Tuesday March 21, 2017
“The evidence of repentence”
"Cast away from you all the
transgressions which you have committed, and get yourselves a new
heart and a new spirit. For why should you die, O house of
Israel?" - Ezekiel 18:31
True Repentance
The
Nature of repentance – cont (2)
Under the
ministry of the prophets, the people were called to a true repentance – to
return in a spiritual and moral sense to God. This call to repentance
focused attention on the covenant which God had made with them. They were a
people who stood in breach (broken relationship) of God’s provision for them.
To the covenant, and to God in the covenant they must return.
In the Old
Testament, three things provided evidence that genuine repentance had taken place.
(1) a new trust in the Lord – in quietness and entrust shall be a strength,
said Isaiah 30:15. (2) of this the
first fruits would be obedience, a measure of which had formerly been seen in
Jeremiah’s day; you recently repented and
did what was right in my eyes by proclaiming liberty, each to his neighbor, and
you made a covenant before me in the house that is called by my name –
Jeremiah 34:15. (3) that obedience
was specifically manifested in a rejection of ungodliness in their return to
the ways of the covenant.
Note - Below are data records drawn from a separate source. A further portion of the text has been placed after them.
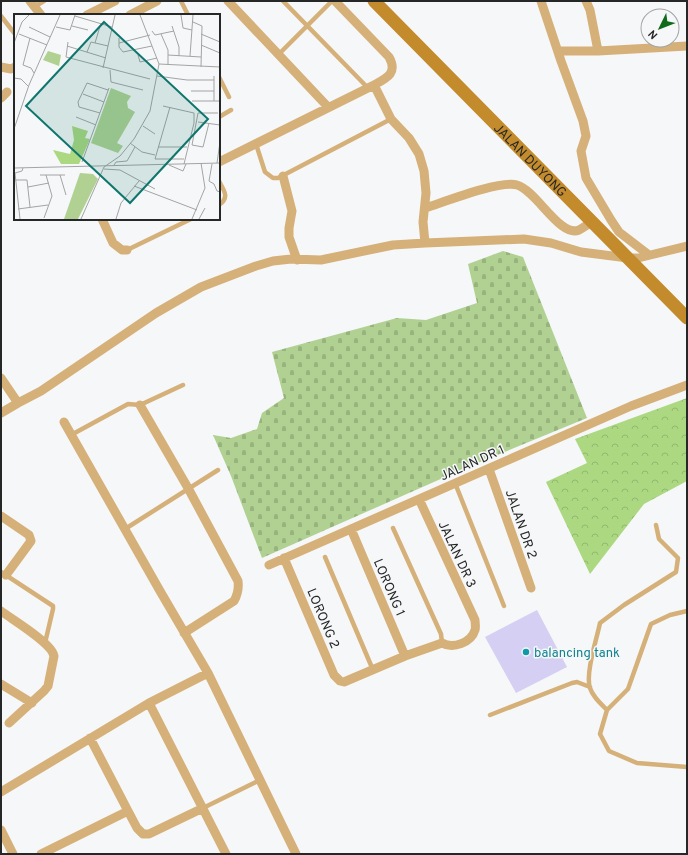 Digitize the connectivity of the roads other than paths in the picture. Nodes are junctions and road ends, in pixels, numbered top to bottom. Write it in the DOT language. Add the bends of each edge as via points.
graph roads {
  1 [pos="44,1"];
  2 [pos="115,1"];
  3 [pos="157,1"];
  4 [pos="181,1"];
  5 [pos="228,1"];
  6 [pos="283,1"];
  7 [pos="334,1"];
  8 [pos="374,1"];
  9 [pos="541,1"];
  10 [pos="586,1"];
  11 [pos="32,4"];
  12 [pos="40,14"];
  13 [pos="89,14"];
  14 [pos="132,14"];
  15 [pos="188,14"];
  16 [pos="1,16"];
  17 [pos="307,26"];
  18 [pos="14,33"];
  19 [pos="687,46"];
  20 [pos="558,51"];
  21 [pos="598,51"];
  22 [pos="278,55"];
  23 [pos="1,67"];
  24 [pos="14,68"];
  25 [pos="220,79"];
  26 [pos="371,86"];
  27 [pos="229,97"];
  28 [pos="328,107"];
  29 [pos="231,110"];
  30 [pos="220,116"];
  31 [pos="391,119"];
  32 [pos="255,143"];
  33 [pos="220,161"];
  34 [pos="283,176"];
  35 [pos="220,184"];
  36 [pos="220,204"];
  37 [pos="425,208"];
  38 [pos="102,220"];
  39 [pos="189,220"];
  40 [pos="592,222"];
  41 [pos="425,243"];
  42 [pos="687,246"];
  43 [pos="126,250"];
  44 [pos="649,255"];
  45 [pos="628,258"];
  46 [pos="297,260"];
  47 [pos="687,318"];
  48 [pos="1,378"];
  49 [pos="183,385"];
  50 [pos="687,385"];
  51 [pos="18,403"];
  52 [pos="140,405"];
  53 [pos="1,413"];
  54 [pos="64,422"];
  55 [pos="70,435"];
  56 [pos="489,469"];
  57 [pos="218,470"];
  58 [pos="455,484"];
  59 [pos="188,488"];
  60 [pos="419,499"];
  61 [pos="1,516"];
  62 [pos="656,525"];
  63 [pos="392,528"];
  64 [pos="124,529"];
  65 [pos="351,529"];
  66 [pos="324,557"];
  67 [pos="284,558"];
  68 [pos="269,565"];
  69 [pos="3,574"];
  70 [pos="531,588"];
  71 [pos="504,606"];
  72 [pos="687,610"];
  73 [pos="1,611"];
  74 [pos="184,633"];
  75 [pos="45,643"];
  76 [pos="442,643"];
  77 [pos="405,656"];
  78 [pos="372,670"];
  79 [pos="208,673"];
  80 [pos="1,684"];
  81 [pos="590,687"];
  82 [pos="149,702"];
  83 [pos="32,703"];
  84 [pos="607,710"];
  85 [pos="490,715"];
  86 [pos="9,723"];
  87 [pos="90,738"];
  88 [pos="687,766"];
  89 [pos="260,780"];
  90 [pos="1,792"];
  91 [pos="202,808"];
  92 [pos="128,811"];
  93 [pos="1,830"];
  94 [pos="13,854"];
  95 [pos="41,854"];
  96 [pos="226,854"];
  97 [pos="296,854"];
  1 -- 11 [label="lane"];
  2 -- 13 [label="street"];
  3 -- 14 [label="street"];
  4 -- 15 [label="lane"];
  5 -- 22 [label="street"];
  6 -- 17 [label="lane"];
  7 -- 17 [label="lane"];
  7 -- 26 [label="street" via="384,51 392,63 393,70 389,76"];
  8 -- 40 [label="main road, JALAN DUYONG"];
  9 -- 20 [label="street"];
  10 -- 21 [label="street"];
  11 -- 12 [label="street"];
  16 -- 18 [label="lane"];
  17 -- 22 [label="lane"];
  17 -- 26 [label="lane"];
  19 -- 21 [label="street"];
  20 -- 21 [label="street"];
  20 -- 44 [label="street" via="583,121 586,136 581,151 586,178 619,232"];
  22 -- 28 [label="street"];
  23 -- 24 [label="street"];
  25 -- 27 [label="lane"];
  26 -- 28 [label="street"];
  26 -- 31 [label="street"];
  28 -- 32 [label="street"];
  29 -- 30 [label="lane"];
  31 -- 34 [label="lane"];
  31 -- 37 [label="street" via="409,138 419,154 424,171"];
  32 -- 33 [label="street"];
  32 -- 34 [label="lane" via="269,176"];
  34 -- 46 [label="street" via="292,211 289,237"];
  35 -- 36 [label="lane" via="225,197"];
  37 -- 40 [label="street" via="498,185 517,185 530,193 561,225 570,230 578,231"];
  37 -- 41 [label="street"];
  38 -- 43 [label="street" via="113,243"];
  39 -- 43 [label="lane"];
  40 -- 45 [label="main road, JALAN DUYONG"];
  41 -- 45 [label="street" via="524,240 551,243 581,252"];
  41 -- 46 [label="street" via="393,245 321,260"];
  42 -- 44 [label="street"];
  44 -- 45 [label="street"];
  45 -- 47 [label="main road, JALAN DUYONG"];
  46 -- 51 [label="street" via="256,266 201,287 156,313 41,391"];
  48 -- 51 [label="street"];
  49 -- 52 [label="lane"];
  50 -- 56 [label="street, JALAN DR 1" via="631,406"];
  51 -- 53 [label="street"];
  52 -- 55 [label="lane" via="128,404"];
  52 -- 59 [label="street"];
  54 -- 55 [label="street"];
  55 -- 64 [label="street"];
  56 -- 58 [label="street, JALAN DR 1"];
  56 -- 70 [label="street, JALAN DR 2"];
  57 -- 59 [label="lane"];
  58 -- 60 [label="street, JALAN DR 1"];
  58 -- 71 [label="lane"];
  59 -- 64 [label="lane"];
  59 -- 74 [label="street" via="239,587 234,601"];
  60 -- 65 [label="street, JALAN DR 1"];
  60 -- 76 [label="street, JALAN DR 3" via="475,620 476,629 468,640 454,646"];
  61 -- 69 [label="street" via="31,538"];
  62 -- 81 [label="lane" via="659,539 678,558 676,572 600,622 588,677"];
  63 -- 76 [label="lane" via="441,634"];
  64 -- 74 [label="street"];
  65 -- 67 [label="street, JALAN DR 1"];
  65 -- 77 [label="street, LORONG 1"];
  66 -- 78 [label="lane"];
  67 -- 68 [label="street, JALAN DR 1"];
  67 -- 78 [label="street, LORONG 2" via="334,675 344,682"];
  69 -- 75 [label="lane" via="53,606"];
  72 -- 84 [label="lane" via="651,624 628,688"];
  73 -- 75 [label="street"];
  74 -- 79 [label="street"];
  75 -- 83 [label="street" via="54,653 48,686"];
  76 -- 77 [label="street"];
  77 -- 78 [label="street"];
  79 -- 82 [label="street"];
  79 -- 89 [label="street"];
  80 -- 83 [label="street"];
  81 -- 84 [label="lane" via="597,700"];
  81 -- 85 [label="lane" via="577,682 572,683"];
  82 -- 87 [label="street"];
  82 -- 91 [label="street"];
  83 -- 86 [label="street"];
  84 -- 88 [label="lane" via="600,734 609,751 637,763"];
  87 -- 90 [label="street"];
  87 -- 92 [label="street"];
  89 -- 91 [label="lane"];
  89 -- 97 [label="street"];
  91 -- 92 [label="street" via="146,835 137,828"];
  91 -- 96 [label="street"];
  92 -- 95 [label="street"];
  93 -- 94 [label="street"];
}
Man should turn from his wicked ways (Jeremiah 26:3;
36:3).
This was a
truth for the whole nation to hear, but it was also something for each
individual, as Ezekiel made so powerfully plain (Ezekiel 3:19; 18:21, 23, 27;
33:12, 14, 19). If a man turns from his wicked ways, he will discover that repentance
leads to life (Ezekiel 18:21 – 23). It is very interesting to notice
that the basis of which Ezekiel makes these appeals: make yourselves a new
heart and a new spirit. Why will you die, O house of Israel? (Ezekiel
18:31). It is not only in the teaching of Jesus that the great prerequisite faith and repentance is the new birth.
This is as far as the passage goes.